L’Orbe pâle/Sous la lune, dans ce pays solitaire

Eugène Figuière et Cie (p. 41-42).


SOUS la lune, dans ce pays solitaire, j’ai vu un pêcheur menant sa barque sur la mer tranquille et pâle ; dans le soleil, je l’ai revu, sur la mer verte ou bleue, selon qu’elle cache des rochers ou du sable. J’ai hélé ce pêcheur solitaire et unique dans ce pays solitaire, où je traîne ma solitude, et je suis montée dans sa barque, pour pêcher — avait-il dit.

Mais tandis qu’il pêchait, penchée tout au bord du bateau, mes cheveux rejoignant la mer et y flottant comme des algues, durant des heures, j’ai regardé au fond de la mer.

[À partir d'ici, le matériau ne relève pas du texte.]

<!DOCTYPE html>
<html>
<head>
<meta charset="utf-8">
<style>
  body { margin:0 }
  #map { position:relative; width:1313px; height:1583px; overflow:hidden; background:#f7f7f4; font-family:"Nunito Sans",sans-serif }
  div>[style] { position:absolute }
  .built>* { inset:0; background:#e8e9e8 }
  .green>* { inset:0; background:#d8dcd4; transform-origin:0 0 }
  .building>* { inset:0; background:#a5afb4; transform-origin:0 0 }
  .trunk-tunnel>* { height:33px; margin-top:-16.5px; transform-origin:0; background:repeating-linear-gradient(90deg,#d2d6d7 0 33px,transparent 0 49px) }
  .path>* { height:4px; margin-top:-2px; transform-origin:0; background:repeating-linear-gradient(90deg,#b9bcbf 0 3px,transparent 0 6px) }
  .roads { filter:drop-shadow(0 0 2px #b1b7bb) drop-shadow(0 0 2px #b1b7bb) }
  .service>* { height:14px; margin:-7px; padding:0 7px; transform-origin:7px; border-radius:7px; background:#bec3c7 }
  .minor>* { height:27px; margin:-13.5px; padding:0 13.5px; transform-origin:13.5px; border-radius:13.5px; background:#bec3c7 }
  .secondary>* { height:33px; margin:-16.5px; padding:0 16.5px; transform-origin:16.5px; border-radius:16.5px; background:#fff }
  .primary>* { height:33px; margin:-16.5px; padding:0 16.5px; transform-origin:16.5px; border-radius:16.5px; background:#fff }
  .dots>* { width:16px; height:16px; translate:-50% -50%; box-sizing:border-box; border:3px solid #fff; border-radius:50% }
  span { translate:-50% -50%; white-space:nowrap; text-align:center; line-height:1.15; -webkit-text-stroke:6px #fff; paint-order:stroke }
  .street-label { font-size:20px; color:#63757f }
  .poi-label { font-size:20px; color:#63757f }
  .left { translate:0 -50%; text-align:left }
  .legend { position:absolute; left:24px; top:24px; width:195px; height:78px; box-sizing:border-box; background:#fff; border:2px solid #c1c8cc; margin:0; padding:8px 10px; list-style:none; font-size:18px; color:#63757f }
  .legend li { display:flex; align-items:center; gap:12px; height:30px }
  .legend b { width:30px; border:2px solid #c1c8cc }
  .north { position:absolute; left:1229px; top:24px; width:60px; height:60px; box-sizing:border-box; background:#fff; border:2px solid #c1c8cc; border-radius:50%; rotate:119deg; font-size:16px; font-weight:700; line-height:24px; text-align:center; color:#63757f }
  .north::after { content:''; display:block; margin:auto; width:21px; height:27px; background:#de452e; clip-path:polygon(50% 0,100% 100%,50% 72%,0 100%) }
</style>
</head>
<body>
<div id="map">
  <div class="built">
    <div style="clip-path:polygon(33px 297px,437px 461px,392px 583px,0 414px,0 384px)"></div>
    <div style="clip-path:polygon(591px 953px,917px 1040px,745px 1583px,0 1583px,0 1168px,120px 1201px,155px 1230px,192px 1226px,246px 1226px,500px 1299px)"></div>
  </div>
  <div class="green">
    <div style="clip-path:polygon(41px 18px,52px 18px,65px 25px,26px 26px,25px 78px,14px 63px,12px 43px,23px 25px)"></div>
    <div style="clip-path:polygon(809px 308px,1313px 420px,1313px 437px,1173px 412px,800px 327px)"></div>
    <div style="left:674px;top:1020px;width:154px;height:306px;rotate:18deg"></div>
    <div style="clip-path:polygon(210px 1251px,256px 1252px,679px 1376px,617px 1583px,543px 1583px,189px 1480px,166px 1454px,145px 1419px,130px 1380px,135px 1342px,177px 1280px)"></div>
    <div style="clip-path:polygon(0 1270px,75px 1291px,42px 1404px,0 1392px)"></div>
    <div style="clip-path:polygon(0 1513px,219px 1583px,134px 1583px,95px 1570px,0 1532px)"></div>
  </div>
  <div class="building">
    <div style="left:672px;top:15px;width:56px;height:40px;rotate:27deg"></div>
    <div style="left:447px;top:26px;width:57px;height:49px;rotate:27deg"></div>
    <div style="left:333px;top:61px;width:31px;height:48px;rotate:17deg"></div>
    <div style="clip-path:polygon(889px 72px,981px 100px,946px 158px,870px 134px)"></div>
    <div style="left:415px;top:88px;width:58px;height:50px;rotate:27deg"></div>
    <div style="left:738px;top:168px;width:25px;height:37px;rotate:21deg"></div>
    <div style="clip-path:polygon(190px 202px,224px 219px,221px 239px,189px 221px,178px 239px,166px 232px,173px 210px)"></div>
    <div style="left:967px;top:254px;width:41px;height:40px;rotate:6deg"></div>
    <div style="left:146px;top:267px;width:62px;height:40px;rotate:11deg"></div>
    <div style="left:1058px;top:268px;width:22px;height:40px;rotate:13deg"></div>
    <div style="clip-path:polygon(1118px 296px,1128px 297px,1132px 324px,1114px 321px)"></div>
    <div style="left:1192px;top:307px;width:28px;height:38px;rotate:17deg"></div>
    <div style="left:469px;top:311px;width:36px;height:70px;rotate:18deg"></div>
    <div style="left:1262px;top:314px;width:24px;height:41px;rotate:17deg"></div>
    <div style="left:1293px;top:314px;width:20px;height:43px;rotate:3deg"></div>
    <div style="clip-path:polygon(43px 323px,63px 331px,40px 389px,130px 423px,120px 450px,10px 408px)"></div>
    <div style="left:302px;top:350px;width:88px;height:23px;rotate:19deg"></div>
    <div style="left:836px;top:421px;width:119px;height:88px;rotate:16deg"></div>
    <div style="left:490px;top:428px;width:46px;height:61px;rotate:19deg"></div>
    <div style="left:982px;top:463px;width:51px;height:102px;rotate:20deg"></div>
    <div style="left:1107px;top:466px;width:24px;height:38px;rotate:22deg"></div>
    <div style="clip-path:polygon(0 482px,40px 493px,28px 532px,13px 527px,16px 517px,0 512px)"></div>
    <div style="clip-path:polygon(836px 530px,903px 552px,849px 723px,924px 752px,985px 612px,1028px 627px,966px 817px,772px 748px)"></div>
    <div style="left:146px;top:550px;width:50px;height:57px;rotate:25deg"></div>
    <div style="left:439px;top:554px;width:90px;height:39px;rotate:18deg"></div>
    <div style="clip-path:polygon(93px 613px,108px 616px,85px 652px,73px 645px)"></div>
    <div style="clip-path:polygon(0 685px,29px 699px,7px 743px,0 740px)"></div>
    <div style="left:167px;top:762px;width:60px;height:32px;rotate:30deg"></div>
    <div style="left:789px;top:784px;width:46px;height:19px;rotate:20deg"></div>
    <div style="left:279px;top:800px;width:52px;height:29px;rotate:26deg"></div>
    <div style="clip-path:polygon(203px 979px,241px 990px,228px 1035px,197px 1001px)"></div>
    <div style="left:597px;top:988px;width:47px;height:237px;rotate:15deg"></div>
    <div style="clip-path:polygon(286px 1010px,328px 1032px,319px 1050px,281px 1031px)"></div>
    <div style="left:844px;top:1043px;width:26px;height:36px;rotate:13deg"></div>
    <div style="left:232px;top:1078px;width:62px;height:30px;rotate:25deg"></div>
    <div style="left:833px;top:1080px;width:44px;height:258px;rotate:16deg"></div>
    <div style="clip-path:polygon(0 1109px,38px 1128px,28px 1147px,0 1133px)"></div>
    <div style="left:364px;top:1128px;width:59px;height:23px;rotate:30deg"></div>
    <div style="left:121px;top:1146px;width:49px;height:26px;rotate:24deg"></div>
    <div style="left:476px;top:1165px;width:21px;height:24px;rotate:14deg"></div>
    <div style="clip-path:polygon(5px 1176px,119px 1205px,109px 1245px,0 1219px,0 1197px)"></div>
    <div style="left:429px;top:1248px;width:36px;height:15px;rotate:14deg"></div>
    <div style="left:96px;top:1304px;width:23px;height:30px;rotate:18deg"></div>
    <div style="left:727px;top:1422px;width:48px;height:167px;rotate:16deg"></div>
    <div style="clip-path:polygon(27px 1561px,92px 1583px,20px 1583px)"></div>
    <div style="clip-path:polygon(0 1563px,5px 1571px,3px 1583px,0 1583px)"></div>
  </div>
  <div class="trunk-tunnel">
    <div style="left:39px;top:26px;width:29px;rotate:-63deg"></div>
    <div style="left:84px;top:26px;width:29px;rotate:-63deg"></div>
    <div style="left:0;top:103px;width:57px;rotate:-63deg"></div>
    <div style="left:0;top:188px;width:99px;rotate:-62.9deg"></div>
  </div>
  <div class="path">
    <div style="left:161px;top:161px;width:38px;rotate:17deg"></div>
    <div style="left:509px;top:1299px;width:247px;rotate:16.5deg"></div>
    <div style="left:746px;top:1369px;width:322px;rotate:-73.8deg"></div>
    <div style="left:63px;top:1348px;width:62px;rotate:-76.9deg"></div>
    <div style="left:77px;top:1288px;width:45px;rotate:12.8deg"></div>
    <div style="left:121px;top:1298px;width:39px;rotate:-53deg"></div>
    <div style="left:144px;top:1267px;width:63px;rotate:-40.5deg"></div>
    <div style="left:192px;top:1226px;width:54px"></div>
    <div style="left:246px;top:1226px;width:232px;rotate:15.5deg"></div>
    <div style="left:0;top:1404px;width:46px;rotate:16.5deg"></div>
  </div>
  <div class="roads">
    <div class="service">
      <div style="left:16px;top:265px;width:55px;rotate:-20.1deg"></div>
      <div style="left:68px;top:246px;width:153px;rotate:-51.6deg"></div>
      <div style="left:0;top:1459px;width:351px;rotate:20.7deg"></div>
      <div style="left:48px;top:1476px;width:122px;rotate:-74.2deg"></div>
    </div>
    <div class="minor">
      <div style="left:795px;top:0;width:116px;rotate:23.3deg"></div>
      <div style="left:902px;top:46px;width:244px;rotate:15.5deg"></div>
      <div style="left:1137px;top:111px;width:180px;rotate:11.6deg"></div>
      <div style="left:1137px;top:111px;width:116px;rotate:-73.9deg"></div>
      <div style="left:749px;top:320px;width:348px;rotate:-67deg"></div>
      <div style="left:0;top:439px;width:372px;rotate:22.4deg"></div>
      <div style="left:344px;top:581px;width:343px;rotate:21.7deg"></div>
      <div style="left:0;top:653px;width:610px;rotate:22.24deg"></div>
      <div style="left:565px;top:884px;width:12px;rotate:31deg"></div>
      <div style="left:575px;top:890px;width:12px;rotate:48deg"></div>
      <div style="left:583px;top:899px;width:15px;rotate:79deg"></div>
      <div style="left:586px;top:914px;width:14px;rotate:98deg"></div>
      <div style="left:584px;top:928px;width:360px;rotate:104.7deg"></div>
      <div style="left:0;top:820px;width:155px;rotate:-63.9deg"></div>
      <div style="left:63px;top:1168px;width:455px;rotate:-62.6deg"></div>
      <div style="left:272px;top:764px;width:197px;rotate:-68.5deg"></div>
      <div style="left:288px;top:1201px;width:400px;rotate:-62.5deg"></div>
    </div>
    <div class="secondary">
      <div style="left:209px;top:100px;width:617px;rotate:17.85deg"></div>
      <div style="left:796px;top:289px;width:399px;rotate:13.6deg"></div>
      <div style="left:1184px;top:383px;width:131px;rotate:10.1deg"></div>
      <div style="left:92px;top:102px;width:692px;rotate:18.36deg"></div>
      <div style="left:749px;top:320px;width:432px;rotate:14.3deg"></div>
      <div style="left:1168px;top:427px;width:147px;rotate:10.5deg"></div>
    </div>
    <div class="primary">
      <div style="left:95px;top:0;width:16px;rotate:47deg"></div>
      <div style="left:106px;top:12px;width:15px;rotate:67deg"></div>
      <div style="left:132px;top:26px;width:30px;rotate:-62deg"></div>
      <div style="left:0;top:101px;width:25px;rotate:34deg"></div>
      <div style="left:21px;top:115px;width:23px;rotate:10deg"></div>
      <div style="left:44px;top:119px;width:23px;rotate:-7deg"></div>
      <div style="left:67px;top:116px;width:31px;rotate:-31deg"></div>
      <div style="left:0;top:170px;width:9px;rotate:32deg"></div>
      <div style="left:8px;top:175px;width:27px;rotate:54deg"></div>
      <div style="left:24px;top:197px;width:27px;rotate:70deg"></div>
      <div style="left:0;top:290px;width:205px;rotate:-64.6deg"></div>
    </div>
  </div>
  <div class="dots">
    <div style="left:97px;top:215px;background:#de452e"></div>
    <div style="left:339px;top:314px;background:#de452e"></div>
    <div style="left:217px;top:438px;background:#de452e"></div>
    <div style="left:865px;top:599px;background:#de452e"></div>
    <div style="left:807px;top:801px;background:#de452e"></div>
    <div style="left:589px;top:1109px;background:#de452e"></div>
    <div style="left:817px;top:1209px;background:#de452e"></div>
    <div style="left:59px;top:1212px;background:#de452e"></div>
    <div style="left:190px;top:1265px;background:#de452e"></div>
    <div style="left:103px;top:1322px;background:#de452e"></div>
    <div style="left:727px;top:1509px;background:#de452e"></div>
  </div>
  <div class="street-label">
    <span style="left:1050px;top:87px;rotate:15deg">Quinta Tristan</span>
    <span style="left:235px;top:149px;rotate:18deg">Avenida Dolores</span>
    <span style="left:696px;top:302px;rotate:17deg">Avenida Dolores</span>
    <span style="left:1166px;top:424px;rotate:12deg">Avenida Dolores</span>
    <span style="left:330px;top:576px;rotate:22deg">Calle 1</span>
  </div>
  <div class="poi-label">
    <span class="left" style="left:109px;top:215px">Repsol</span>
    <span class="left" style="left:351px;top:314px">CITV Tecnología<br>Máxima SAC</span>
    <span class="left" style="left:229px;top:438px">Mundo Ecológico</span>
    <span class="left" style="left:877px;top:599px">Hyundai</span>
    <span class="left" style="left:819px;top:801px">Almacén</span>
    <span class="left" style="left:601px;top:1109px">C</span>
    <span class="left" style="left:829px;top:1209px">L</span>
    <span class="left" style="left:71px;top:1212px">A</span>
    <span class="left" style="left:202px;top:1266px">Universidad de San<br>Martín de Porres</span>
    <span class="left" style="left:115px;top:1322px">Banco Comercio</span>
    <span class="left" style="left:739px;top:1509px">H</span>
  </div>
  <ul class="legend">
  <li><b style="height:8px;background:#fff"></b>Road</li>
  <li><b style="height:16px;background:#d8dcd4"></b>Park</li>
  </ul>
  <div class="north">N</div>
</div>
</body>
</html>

J’ai vu des sables et des rocs, des plantes multiformes et multicolores, légères et vives dans leur élément, et qui s’affaissent et perdent leur grâce dès qu’on les cueille, et meurent dès qu’on les assèche. J’ai vu des bêtes qui sont comme des plantes, et des plantes qui sont comme des bêtes. J’ai vu des poissons rouges, bleus, verts, violets et parfois de toutes ces teintes à la fois. J’ai vu des pâles os de seiches, des crabes guetteurs, et aussi ces petits poulpes rose pâle qui, dans les jours chauds dont les nuits sont lunaires, flottent à la surface et au moindre contact blessent la chair de l’homme envahisseur de la mer. J’ai vu toutes ces vies, toutes ces choses, et bien d’autres encore.

J’ai vu moi-même, j’ai vu tout ce que je porte en moi de rêves, s’inscrire sur les rocs sombres en écriture de feu. J’ai, sur ce sable des profondeurs, élevé les édifices où j’ai jeté mes créatures et les statues de mes désirs pétrifiés par la réalité. Et un mouvement de la barque ou un remous de la mer détruisait à mesure que je créais.

Au fond de la mer, toutes les plantes immobiles et tous les poissons fureteurs attendaient le hasard, l’impossible possible ; le pêcheur dans la barque, inlassablement, attendait le poisson comme il l’attend chaque nuit sous la lune. Et moi, seule, je trompais l’attente en créant, en traçant sur le roc immergé dans l’eau, en édifiant sur le sable mobile.